Failure to Report Resident-to-Resident Abuse to State Authorities
Penalty
Summary
The facility failed to report an allegation of resident-to-resident abuse to the state Department as required by regulation after one resident was pushed to the floor by another resident. Resident 1, admitted in January 2025 with dementia and documented moderate cognitive impairment on an MDS dated 3/3/25, was involved in a peer-to-peer altercation on 2/6/25. A progress note for Resident 1 dated 2/6/25 documented that, per Resident 3, Resident 2 entered the room and pushed Resident 1, causing Resident 1 to fall to the floor on his back and complain of left hip pain. The abuse coordinator was notified, but there was no documentation that the Department was notified of this abuse incident. Resident 2, admitted with bipolar disorder and severe cognitive impairment per an MDS, had a progress note dated 2/6/25 describing that Resident 2 pushed Resident 1, resulting in Resident 1 falling to the floor. An IDT note dated 2/7/25 further documented that a licensed nurse reported the 2/6/25 incident, and that the abuse coordinator, MD, responsible party, and Ombudsman were notified. Resident 3, admitted in January 2025 with multiple left rib fractures and moderate cognitive impairment, reported in a social services note dated 2/7/25 that she witnessed the peer-to-peer altercation in her room and felt uncomfortable.
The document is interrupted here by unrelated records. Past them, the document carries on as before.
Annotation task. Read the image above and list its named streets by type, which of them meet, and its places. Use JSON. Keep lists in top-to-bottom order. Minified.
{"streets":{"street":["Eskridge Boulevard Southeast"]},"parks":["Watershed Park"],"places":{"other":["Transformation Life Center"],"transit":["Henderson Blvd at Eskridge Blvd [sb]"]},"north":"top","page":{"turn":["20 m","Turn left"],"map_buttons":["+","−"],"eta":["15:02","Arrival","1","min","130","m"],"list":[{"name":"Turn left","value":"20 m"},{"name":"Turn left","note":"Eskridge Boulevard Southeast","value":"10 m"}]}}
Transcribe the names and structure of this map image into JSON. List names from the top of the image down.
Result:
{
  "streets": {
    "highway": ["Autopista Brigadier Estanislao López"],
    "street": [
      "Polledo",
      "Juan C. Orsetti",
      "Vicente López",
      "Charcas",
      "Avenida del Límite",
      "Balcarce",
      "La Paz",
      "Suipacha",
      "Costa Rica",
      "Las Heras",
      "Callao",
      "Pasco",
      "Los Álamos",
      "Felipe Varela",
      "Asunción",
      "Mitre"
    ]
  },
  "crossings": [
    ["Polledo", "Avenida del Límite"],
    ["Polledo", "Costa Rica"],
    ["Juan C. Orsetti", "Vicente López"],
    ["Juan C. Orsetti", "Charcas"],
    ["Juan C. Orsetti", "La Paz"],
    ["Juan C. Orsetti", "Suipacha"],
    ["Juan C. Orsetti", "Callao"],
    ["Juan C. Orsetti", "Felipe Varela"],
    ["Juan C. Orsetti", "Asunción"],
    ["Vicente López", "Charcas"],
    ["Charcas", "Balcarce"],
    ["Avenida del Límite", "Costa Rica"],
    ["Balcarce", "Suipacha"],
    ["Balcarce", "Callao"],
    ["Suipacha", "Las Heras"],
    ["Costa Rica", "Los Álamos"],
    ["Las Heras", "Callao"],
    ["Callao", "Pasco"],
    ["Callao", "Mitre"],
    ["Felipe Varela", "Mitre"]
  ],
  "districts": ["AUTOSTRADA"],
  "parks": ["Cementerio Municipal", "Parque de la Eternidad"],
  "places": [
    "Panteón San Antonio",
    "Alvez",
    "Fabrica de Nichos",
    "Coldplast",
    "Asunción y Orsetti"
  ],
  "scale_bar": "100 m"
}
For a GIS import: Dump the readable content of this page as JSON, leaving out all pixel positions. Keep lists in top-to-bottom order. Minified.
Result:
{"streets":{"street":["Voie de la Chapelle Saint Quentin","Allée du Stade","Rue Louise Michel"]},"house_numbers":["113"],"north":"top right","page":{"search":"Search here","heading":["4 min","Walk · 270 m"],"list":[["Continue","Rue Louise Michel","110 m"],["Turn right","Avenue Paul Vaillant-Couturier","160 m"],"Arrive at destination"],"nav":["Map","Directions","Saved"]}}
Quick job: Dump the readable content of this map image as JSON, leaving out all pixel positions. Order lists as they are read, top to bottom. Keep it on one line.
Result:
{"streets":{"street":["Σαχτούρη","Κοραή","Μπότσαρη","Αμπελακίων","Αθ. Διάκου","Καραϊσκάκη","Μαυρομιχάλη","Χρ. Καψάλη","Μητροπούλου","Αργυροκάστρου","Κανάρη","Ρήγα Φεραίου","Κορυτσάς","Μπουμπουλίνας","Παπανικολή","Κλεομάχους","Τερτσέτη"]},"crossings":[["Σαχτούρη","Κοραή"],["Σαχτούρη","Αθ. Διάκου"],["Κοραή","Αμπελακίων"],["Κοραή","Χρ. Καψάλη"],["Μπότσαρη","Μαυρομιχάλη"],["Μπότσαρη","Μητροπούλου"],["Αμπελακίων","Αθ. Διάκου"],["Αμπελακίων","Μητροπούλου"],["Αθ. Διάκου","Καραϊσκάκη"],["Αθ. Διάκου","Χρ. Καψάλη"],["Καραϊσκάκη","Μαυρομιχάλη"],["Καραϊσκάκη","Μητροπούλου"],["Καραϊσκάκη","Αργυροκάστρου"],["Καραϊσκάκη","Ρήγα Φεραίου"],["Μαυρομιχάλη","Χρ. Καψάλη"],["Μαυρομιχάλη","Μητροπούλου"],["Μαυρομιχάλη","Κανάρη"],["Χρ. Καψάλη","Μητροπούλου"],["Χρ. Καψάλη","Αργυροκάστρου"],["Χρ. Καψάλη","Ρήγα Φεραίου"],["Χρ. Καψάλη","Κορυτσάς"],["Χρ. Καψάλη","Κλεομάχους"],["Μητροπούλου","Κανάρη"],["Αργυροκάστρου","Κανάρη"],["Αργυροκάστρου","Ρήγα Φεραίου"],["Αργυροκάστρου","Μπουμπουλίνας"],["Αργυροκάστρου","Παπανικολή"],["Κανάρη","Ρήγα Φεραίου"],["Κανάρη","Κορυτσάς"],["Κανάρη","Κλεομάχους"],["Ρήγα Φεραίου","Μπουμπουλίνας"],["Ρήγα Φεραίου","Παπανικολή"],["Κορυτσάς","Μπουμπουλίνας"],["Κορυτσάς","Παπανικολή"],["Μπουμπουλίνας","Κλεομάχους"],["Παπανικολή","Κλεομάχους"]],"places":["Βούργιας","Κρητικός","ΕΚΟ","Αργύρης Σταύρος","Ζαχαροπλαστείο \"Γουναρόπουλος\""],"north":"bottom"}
During an interview and record review on 3/27/25, the DON and Administrator confirmed the 2/6/25 altercation between Resident 1 and Resident 2 and acknowledged there was no documented evidence that the peer-to-peer abuse was reported to the Department, despite facility policies requiring investigation and reporting of abuse, including resident-to-resident abuse, within required federal timeframes.